Segment Open

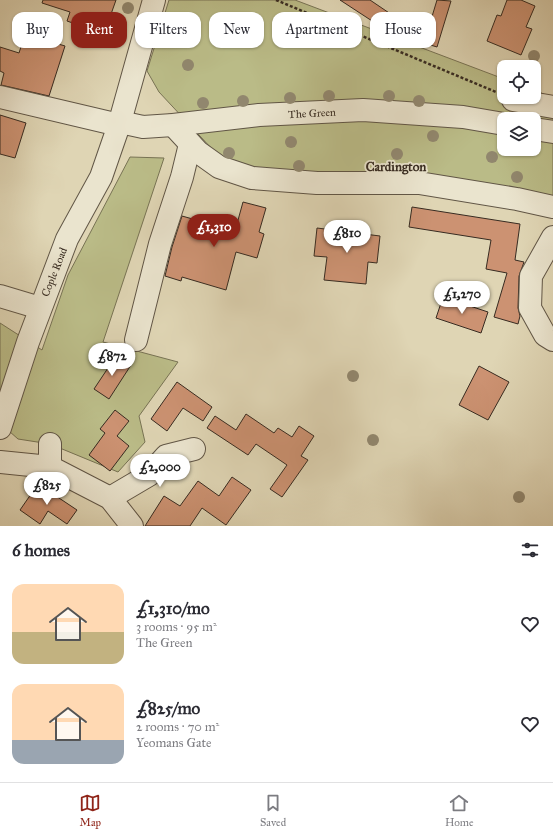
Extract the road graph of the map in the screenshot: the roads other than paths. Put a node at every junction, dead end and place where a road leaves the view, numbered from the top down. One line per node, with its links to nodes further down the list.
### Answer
1 (154, 0): 5 (street, Cople Road)
2 (0, 97): 5 (street, The Green)
3 (540, 104): 4 (street)
4 (553, 107)
5 (120, 123): 7 (street, The Green); 16 (street, Cople Road)
6 (497, 123): 7 (street, The Green)
7 (173, 125): 10 (street)
8 (541, 130): 9 (street)
9 (553, 132)
10 (190, 144): 12 (street); 17 (street)
11 (553, 190): 12 (street)
12 (517, 199): 13 (street)
13 (553, 207)
14 (553, 237): 18 (street)
15 (0, 296): 16 (street)
16 (40, 308): 19 (street, Cople Road)
17 (136, 340)
18 (553, 340)
19 (0, 428)
20 (50, 444): 23 (street)
21 (194, 449): 24 (street)
22 (0, 462): 23 (street)
23 (50, 467): 24 (street)
24 (110, 498): 25 (street)
25 (132, 526)

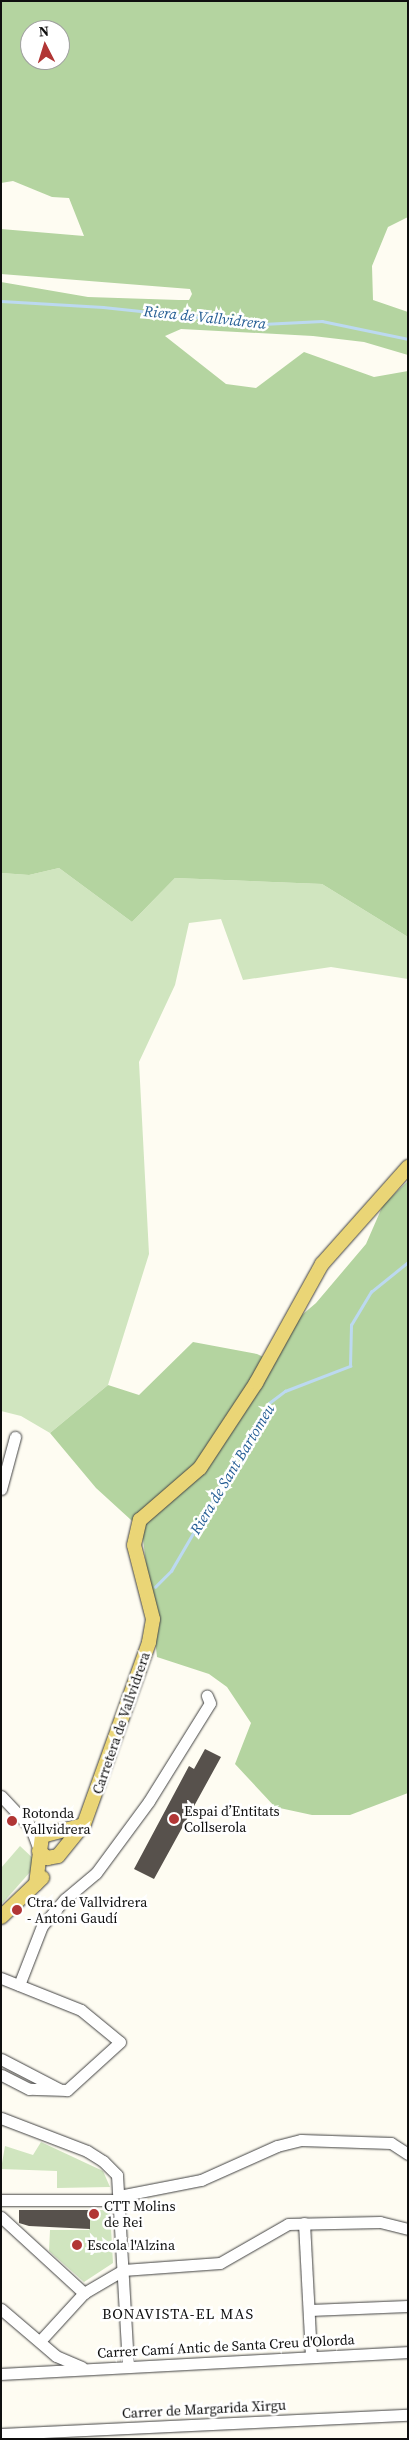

Segment Closed

▸ Problem description: Return the whole listing exactly, minus its pictures.

▸ Expected answer:
Extract the road graph of the map in the screenshot: the roads other than paths. Put a node at every junction, dead end and place where a road leaves the view, numbered from the top down. One line per node, with its links to nodes further down the list.
### Answer
1 (154, 0): 5 (street, Cople Road)
2 (0, 97): 5 (street, The Green)
3 (540, 104): 4 (street)
4 (553, 107)
5 (120, 123): 7 (street, The Green); 16 (street, Cople Road)
6 (497, 123): 7 (street, The Green)
7 (173, 125): 10 (street)
8 (541, 130): 9 (street)
9 (553, 132)
10 (190, 144): 12 (street); 17 (street)
11 (553, 190): 12 (street)
12 (517, 199): 13 (street)
13 (553, 207)
14 (553, 237): 18 (street)
15 (0, 296): 16 (street)
16 (40, 308): 19 (street, Cople Road)
17 (136, 340)
18 (553, 340)
19 (0, 428)
20 (50, 444): 23 (street)
21 (194, 449): 24 (street)
22 (0, 462): 23 (street)
23 (50, 467): 24 (street)
24 (110, 498): 25 (street)
25 (132, 526)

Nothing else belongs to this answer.